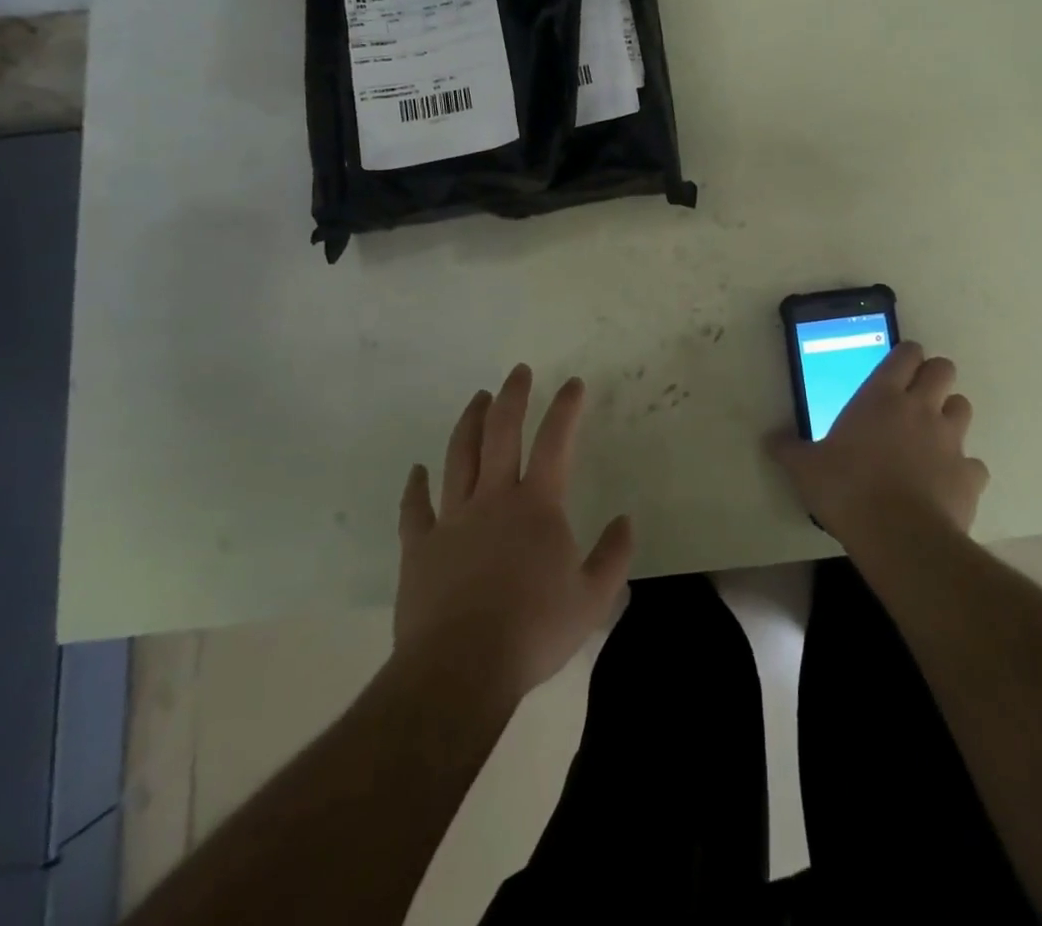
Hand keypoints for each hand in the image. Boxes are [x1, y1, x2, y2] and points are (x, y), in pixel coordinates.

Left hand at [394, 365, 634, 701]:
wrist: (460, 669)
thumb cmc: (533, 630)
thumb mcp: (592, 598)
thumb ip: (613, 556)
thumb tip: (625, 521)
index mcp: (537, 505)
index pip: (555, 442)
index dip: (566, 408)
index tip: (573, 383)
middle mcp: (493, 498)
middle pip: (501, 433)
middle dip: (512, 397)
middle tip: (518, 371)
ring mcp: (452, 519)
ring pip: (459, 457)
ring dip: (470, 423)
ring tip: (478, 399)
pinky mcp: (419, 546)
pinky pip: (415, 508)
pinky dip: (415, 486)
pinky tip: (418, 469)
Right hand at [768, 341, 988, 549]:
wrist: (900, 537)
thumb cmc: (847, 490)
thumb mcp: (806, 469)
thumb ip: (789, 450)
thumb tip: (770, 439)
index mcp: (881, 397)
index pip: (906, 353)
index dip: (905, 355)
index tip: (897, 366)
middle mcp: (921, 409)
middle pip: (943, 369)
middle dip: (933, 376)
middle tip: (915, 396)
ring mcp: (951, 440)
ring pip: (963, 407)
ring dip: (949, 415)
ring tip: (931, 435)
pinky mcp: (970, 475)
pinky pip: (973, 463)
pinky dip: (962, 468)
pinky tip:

----------

## ASSIGNMENT:
Everything from the line containing "index tip: (897, 366)" through the last line of the listing must be reproduced exactly, and no other line.

## ANSWER TO THIS TASK:
index tip: (897, 366)
middle mcp: (921, 409)
middle pip: (943, 369)
middle dip: (933, 376)
middle tip: (915, 396)
ring mcp: (951, 440)
ring pip: (963, 407)
ring dip: (949, 415)
ring tip: (931, 435)
pinky mcp: (970, 475)
pinky pip: (973, 463)
pinky dip: (962, 468)
pinky tip:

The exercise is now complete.